In a city in the Piedmont in the fall of 1992, Ray is baking croissants, preparing for the day that's supposed to change his life: A reporter is coming to profile the cafe he co-founded that has since become “his everything.” If business picks up afterward, he already has a list of things he’ll do. Buy his girlfriend, Jade, a ring and marry her. Buy Jade’s 6-year-old son, Gee—who is, for all practical purposes, also his son now—a chest of drawers. Take them on a trip. None of it will happen: That afternoon, Ray is shot and killed. Jade’s cousin owed money to a guy; Ray was in the wrong place at the wrong time.

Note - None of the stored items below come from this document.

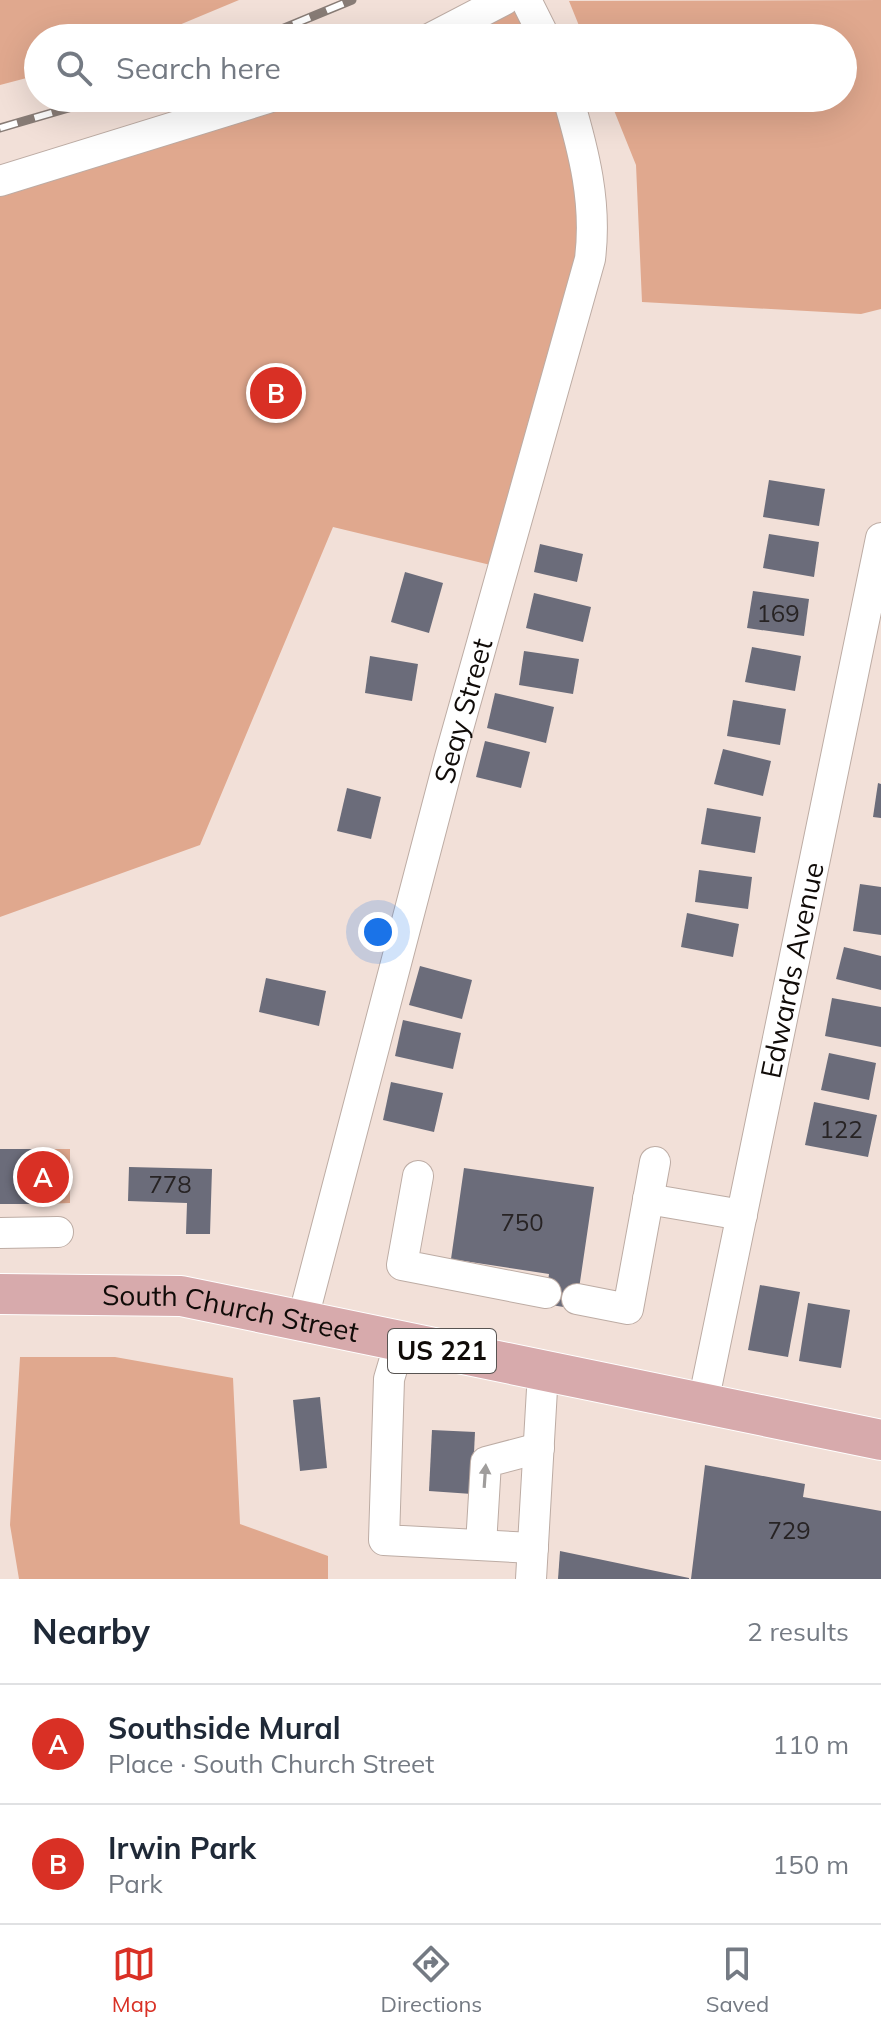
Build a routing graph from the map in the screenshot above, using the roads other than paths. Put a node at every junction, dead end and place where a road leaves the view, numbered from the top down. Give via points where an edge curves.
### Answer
1 (504, 0) edge
2 (526, 0) edge
3 (458, 24) edge
4 (538, 24) edge
5 (223, 112) edge
6 (571, 112) edge
7 (0, 181) edge
8 (881, 538) edge
9 (655, 1162) dead end
10 (418, 1176) dead end
11 (648, 1199) junction
12 (742, 1215) junction
13 (58, 1232) dead end
14 (0, 1233) edge
15 (546, 1293) dead end
16 (0, 1294) edge
17 (577, 1299) dead end
18 (302, 1322) junction
19 (400, 1342) junction
20 (543, 1372) junction
21 (703, 1403) junction
22 (881, 1440) edge
23 (539, 1448) junction
24 (481, 1545) junction
25 (533, 1548) junction
26 (531, 1579) edge

1 - 3 street
2 - 4 street
5 - 7 street
6 - 18 street, Seay Street via 590,188 590,259 450,757
8 - 12 street, Edwards Avenue
9 - 11 street
10 - 15 street via 402,1265
11 - 12 street
11 - 17 street via 628,1309
12 - 21 street, Edwards Avenue
13 - 14 street
16 - 18 main road, South Church Street / US 221 via 181,1296
18 - 19 main road, South Church Street / US 221
19 - 20 main road, South Church Street / US 221
19 - 24 street via 389,1379 384,1540
20 - 21 main road, South Church Street / US 221
20 - 23 street
21 - 22 main road, South Church Street / US 221
24 -> 23 street via 486,1462
23 - 25 street
24 - 25 street
25 - 26 street

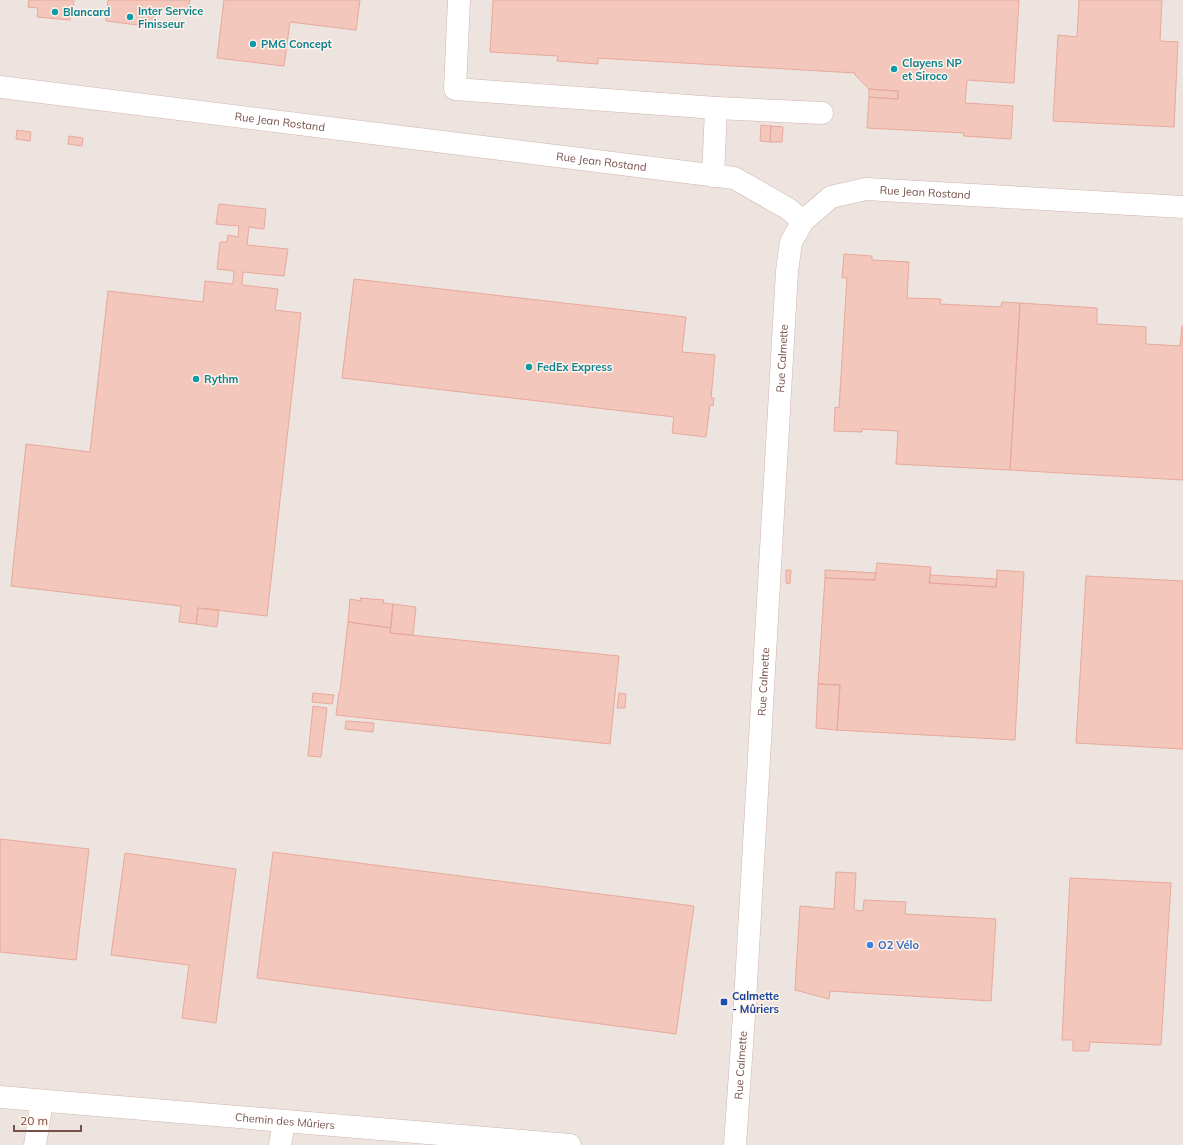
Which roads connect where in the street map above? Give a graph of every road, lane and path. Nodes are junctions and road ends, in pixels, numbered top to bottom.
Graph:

Then Coster skips forward a few years, to the outskirts of that city, where a woman named Lacey May Ventura is trying to raise three daughters on no money while her troubled husband is in prison; an unrelated story, on the surface, a single mother making compromises to get by. The story of the past, though, is then interrupted by dispatches from the present: In the Atlanta suburbs, Noelle, the oldest of the Ventura girls, is now a theater director in a disintegrating marriage. Jumping backward and forward in time and bouncing between families, Coster weaves together a gripping portrait of generational pain. But the details of her plot—carefully constructed, if not especially subtle—pale in comparison to her characters, who are startling in their quiet humanity. Coster is an exacting observer but also an endlessly generous one, approaching her cast with a sharp eye and deep warmth. The overlapping pieces fit together, of course, but it’s the individual moments that are exquisite, each chapter a tiny snapshot of a whole world.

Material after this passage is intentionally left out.